Biedronka ma dwa katalogi produktów, jeden to asortyment stały, drugi – zmienny. Jak się nieoficjalnie dowiedzieliśmy, gdy producent chce „dostać się” do Biedronki, ma próbne dwa tygodnie. Jeżeli sprzedaż jest dobra, wpada na półki po raz drugi. Za trzecim razem poddawany jest badaniom marketingowym i, jeżeli jego sprzedaż będzie jedną z lepszych, zostaje w sieci na stałe. Zdaniem jednego z naszych rozmówców, pracownicy Jeronimo Martins mają swoje biura u niektórych ważnych dla sieci producentów, by pilnować jakości produktu wyprodukowanego „specjalnie dla Biedronki”.
Biedronki są eko
Przestawienie się z klientów o niższych dochodach, na tych z lepszymi zarobkami ma nie wpłynąć na ceny produktów znanych klientom sieci.
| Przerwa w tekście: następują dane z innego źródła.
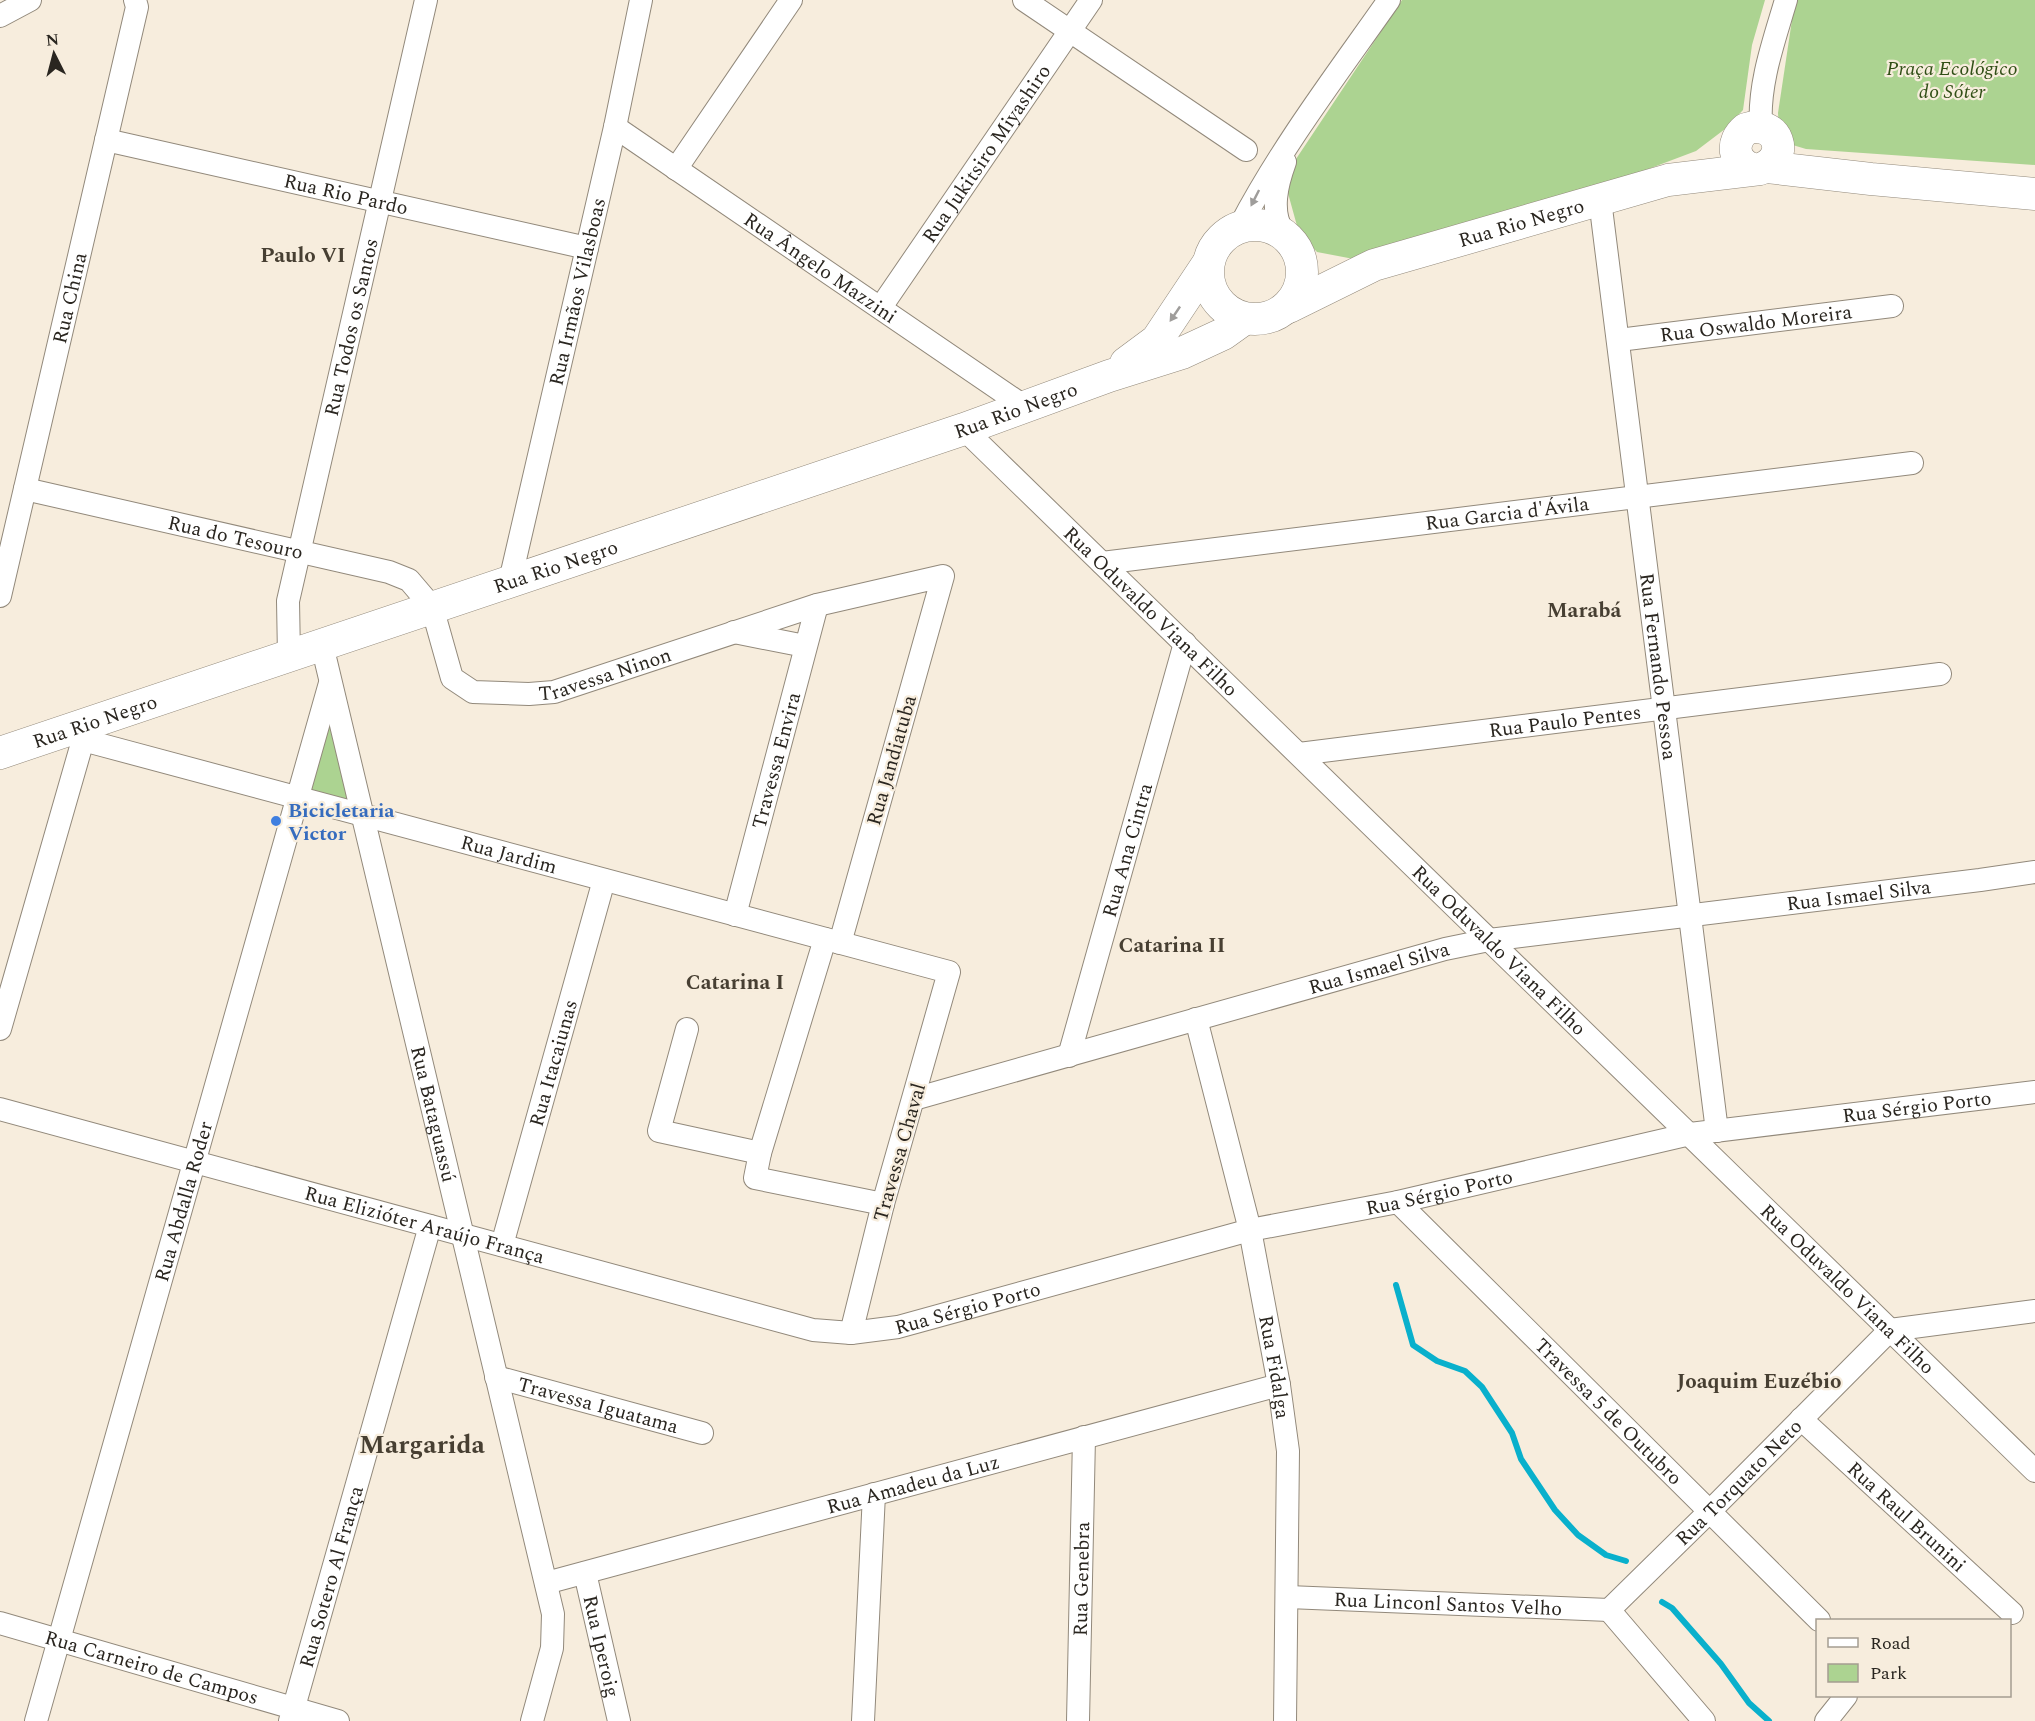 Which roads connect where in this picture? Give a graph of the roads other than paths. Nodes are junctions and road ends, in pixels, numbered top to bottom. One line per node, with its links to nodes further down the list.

Zresztą, z badań przeprowadzonych przez spółkę jakiś czas temu wynika, że klienci dyskontu traktowali zakupy w Biedronce jak wizytę w delikatesach – teraz więc jedynie utwierdzą się w tym przekonaniu. Kolejnym etapem zmian sieci liczącej 1850 placówek, będzie uruchomienie EkoSklepów – sklepów energooszczędnych drugiej generacji. W tej chwili w Polsce funkcjonuje kilka takich placówek, ale w starszej wersji. Sieć testuje tam oszczędzanie energii, odzyskiwanie ciepła i recykling odpadów. Druga generacja EkoBiedronek ma posiadać dużo więcej rozwiązań technologicznych. Dzięki nim sklepy mają być jeszcze bardziej przyjazne środowisku i, nie ukrywajmy, zdecydowanie tańsze w utrzymaniu. Pierwszy taki sklep powstanie w Gdańsku, ciekawostką jest, że jego dach zostanie pokryty... trawą.
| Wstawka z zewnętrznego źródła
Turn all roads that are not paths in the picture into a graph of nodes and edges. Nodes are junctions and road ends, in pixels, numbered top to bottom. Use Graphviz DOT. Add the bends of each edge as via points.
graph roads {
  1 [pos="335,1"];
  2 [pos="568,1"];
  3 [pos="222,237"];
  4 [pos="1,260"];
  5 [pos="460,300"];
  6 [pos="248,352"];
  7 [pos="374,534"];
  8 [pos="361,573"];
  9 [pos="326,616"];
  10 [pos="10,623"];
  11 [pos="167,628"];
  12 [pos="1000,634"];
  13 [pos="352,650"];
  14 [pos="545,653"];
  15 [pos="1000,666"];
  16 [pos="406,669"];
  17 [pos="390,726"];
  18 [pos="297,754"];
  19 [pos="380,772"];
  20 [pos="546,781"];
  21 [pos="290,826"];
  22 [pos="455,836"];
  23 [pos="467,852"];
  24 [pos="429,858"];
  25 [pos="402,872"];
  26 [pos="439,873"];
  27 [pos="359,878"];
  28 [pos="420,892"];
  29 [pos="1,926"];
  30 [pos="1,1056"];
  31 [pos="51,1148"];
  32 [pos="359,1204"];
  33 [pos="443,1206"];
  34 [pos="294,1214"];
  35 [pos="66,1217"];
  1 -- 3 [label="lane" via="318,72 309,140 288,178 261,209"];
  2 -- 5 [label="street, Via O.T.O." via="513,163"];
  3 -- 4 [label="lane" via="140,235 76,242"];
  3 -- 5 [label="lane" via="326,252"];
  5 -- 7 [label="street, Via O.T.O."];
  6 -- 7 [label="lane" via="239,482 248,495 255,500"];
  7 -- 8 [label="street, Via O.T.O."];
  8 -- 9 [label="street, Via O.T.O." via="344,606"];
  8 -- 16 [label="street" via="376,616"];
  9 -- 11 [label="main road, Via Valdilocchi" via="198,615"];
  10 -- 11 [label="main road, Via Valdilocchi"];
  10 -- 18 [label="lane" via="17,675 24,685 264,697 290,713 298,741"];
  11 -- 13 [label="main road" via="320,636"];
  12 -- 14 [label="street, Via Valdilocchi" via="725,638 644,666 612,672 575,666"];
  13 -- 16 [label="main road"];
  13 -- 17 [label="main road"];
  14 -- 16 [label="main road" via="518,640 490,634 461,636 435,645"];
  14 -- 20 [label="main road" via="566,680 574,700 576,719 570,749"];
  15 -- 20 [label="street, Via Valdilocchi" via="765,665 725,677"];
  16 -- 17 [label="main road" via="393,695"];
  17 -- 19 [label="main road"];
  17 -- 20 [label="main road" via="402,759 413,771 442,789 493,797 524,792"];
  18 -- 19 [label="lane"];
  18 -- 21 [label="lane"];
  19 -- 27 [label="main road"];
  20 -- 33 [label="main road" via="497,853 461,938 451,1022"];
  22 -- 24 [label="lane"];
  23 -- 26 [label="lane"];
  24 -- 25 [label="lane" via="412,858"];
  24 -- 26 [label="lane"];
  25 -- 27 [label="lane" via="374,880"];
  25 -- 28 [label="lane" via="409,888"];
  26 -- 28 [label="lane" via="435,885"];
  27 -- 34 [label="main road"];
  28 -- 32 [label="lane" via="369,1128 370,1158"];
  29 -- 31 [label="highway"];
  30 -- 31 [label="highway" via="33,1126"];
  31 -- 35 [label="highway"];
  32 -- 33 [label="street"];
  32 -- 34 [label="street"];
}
Jeronimo Martins wychowuje sobie klientów i nie chce tracić ich pieniędzy. Dlatego inwestuje między innymi w apteki – w tej chwili posiada sieć 37 placówek. BliskaApteka może się w tym roku powiększyć, jednak ze względu na zmiany w przepisach dotyczących reklamowania się aptek, spółka nie chce poinformować, jak dużo w aptekarski biznes zainwestuje. Niewiele spółek inwestuje w tak trudnych czasach, jednak są produkty, które zawsze będziemy kupować – takie jak jedzenie, czy kosmetyki. Dlatego właśnie właściciel Biedronki nie boi się kryzysu i inwestuje – w dwa centra dystrybucyjne, gdzie pracę znajdzie 4 tysiące osób.
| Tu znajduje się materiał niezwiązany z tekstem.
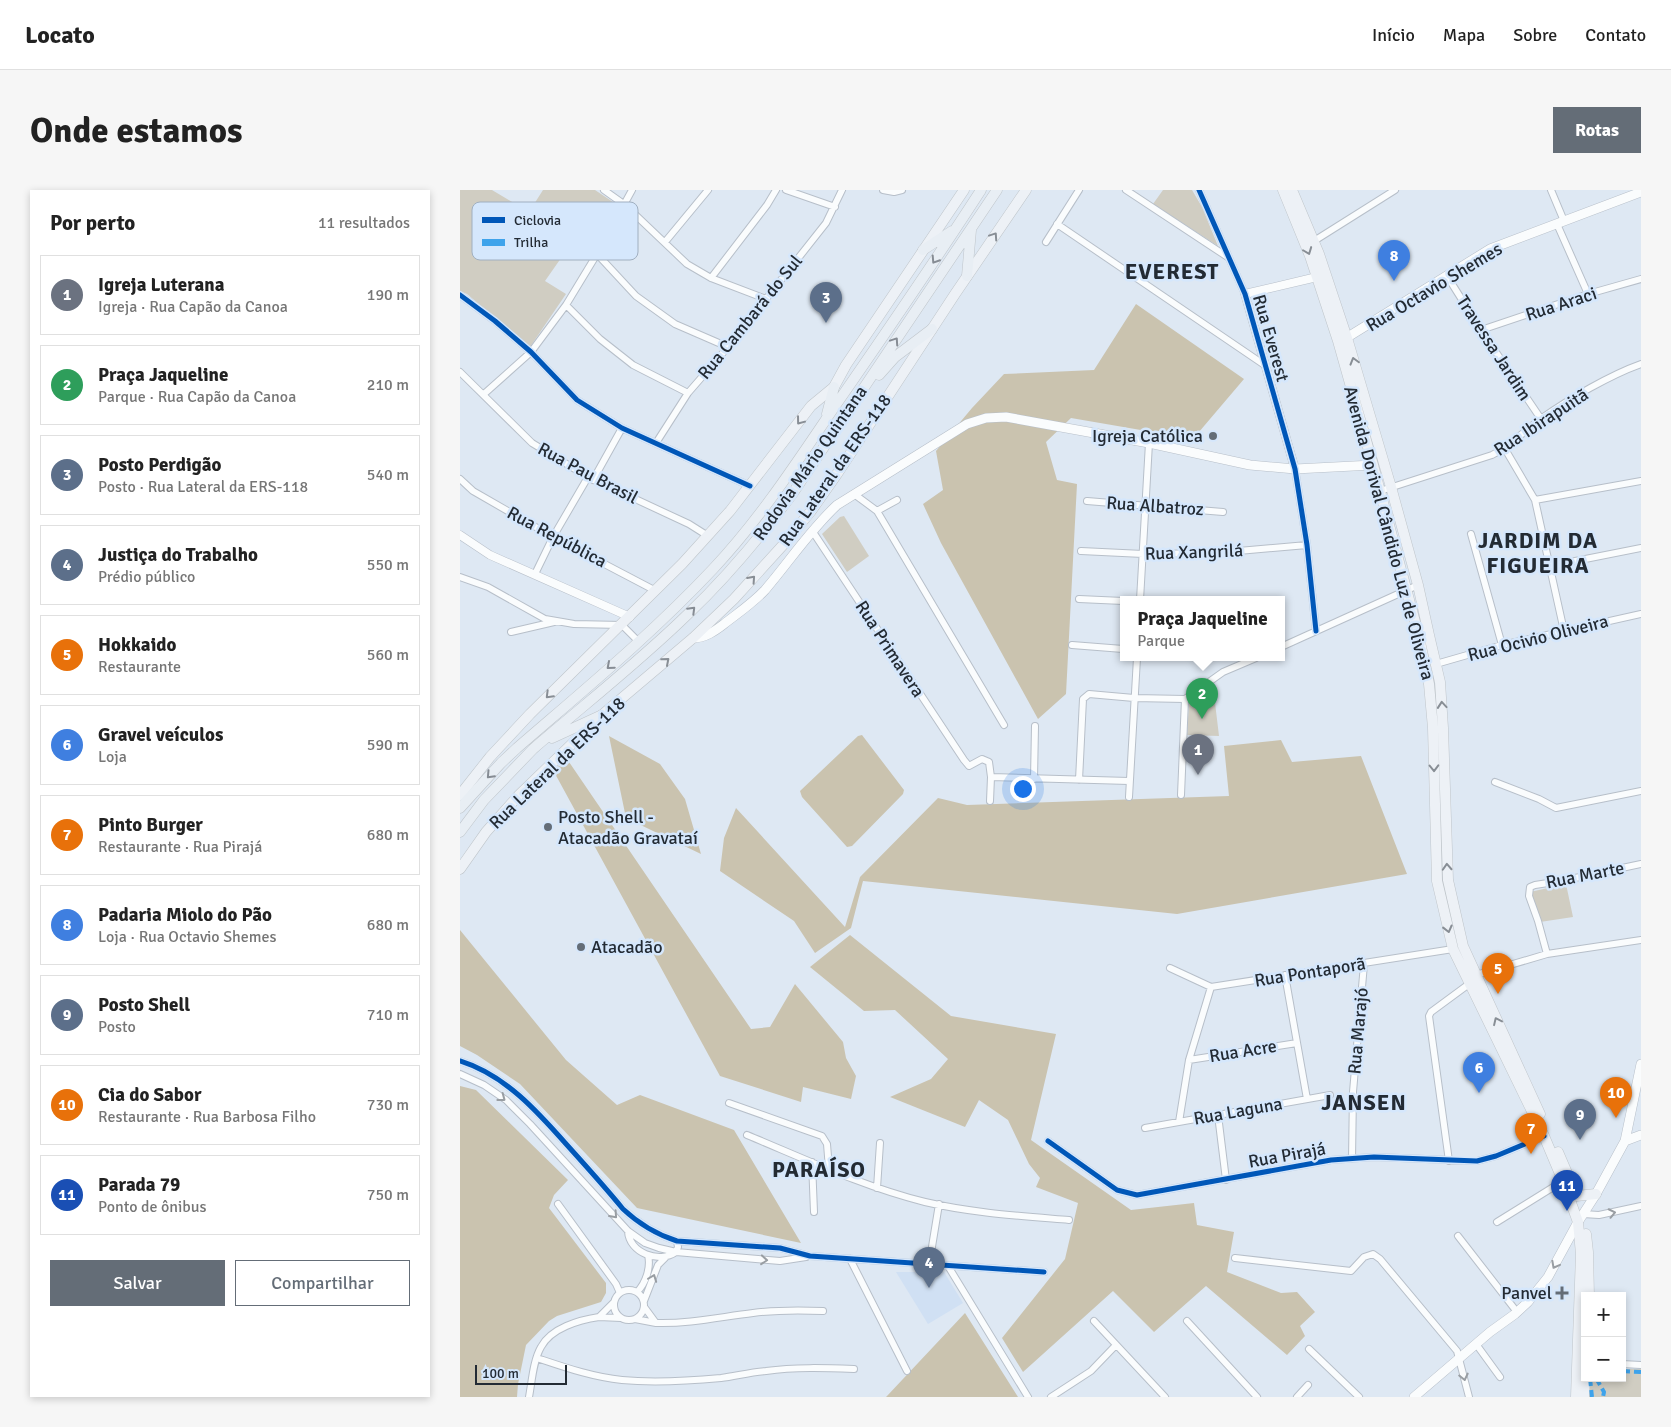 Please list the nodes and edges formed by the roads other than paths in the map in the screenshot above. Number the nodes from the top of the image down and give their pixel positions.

Biedronka jeszcze kilka lat temu miała bardzo złą sławę – ludzie chętnie robili tam zakupy, ale media informowały o kolejnych przypadkach łamania praw pracowniczych – przesłuchano kilkanaście tysięcy pracowników. Biedronce zarzucano niewypłacanie pieniędzy za nadgodziny, zmuszanie kobiet do dźwigania ciężkich pakunków. Od kilku lat jednak spółka stara się walczyć ze złym wizerunkiem, pracownicy nie wyglądają na zastraszanych, skargi zdarzają się sporadycznie. Nowe Biedronki nie powinny jednak zagrozić pozycji Almy, czy Bomi – które są droższymi sklepami, ale mają niepowtarzalny asortyment, produkty z całego świata. Biedronka zmieniona w delikatesy będzie prawdopodobnie funkcjonować obok nich, bez większego wpływu na ich wyniki.